It’s budget season again and the new Republican majority in Raleigh is scrambling to come up with almost $4 billion to fill in the state budget hole. Budget items that are paid for by the General Fund, such as education, Medicaid and public safety are going to get the lion’s share of attention.
But legislators shouldn’t overlook the “other” state budget – one that recently imposed a tax increase and contains plenty of low hanging expenditures just ripe for cutting. This “other” budget is the nearly $3 billion the state spends every year on transportation.
When considering North Carolina’s transportation budget, it is best to start at the beginning: the source of the money. Nearly two-thirds of the state’s transportation spending comes from the Highway Fund.1 The fund started in 1921 with the creation of North Carolina’s first ever gas tax. The Highway Fund was established primarily to support highway construction and maintenance, then later began financing the State Highway Patrol and the Division of Motor Vehicles.
The other third of the state’s transportation funding comes from the Highway Trust Fund. The HTF is focused on financing North Carolina’s intrastate highway system, urban loops and local secondary roads.

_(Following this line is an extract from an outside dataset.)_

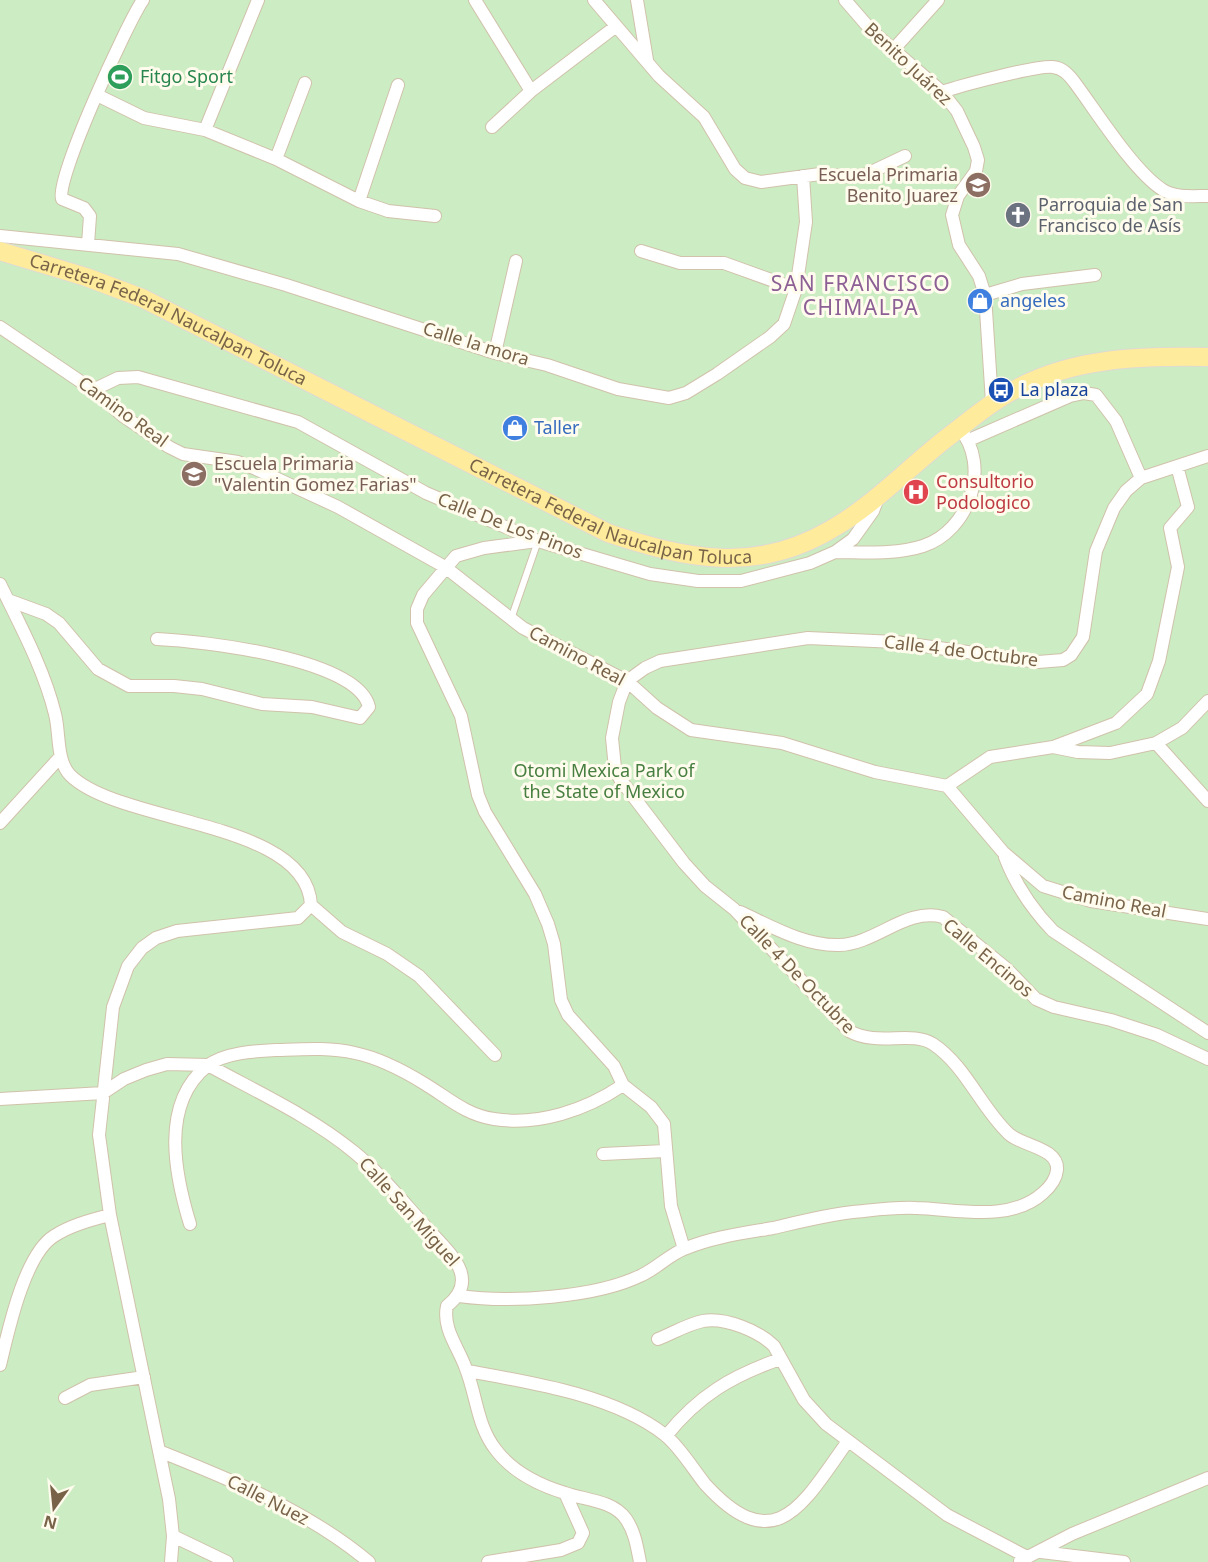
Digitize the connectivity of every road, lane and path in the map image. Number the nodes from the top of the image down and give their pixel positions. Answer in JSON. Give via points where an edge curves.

In 1921 the state’s first gas tax was a penny per gallon2 and supported highway construction and maintenance.3 The current rate is 32.8 cents a gallon and supports a variety of projects, many of which are not highway related.
At 32.8 cents per gallon, North Carolina has the second highest gas tax rate in the Southeast and the 13th highest rate in the country.4 To put it in perspective, NC consumers pay almost double the 16.8 cents per gallon rate of South Carolina.5 The rest of North Carolina’s neighbors get a better deal too with rates of 19.7 cents per gallon in Virginia, 21.4 in Tennessee, and 20.8 in Georgia. Florida is the only state in the region that charges more, at a rate of 34.4 cents per gallon, and it doesn’t have an income tax.
The gas tax in North Carolina is partially tied to the price of gas. The tax consists of a flat rate of 17.5 cents per gallon, plus 7 percent of the wholesale price of fuel. So when gas prices go up, taxpayers pay more at the pump.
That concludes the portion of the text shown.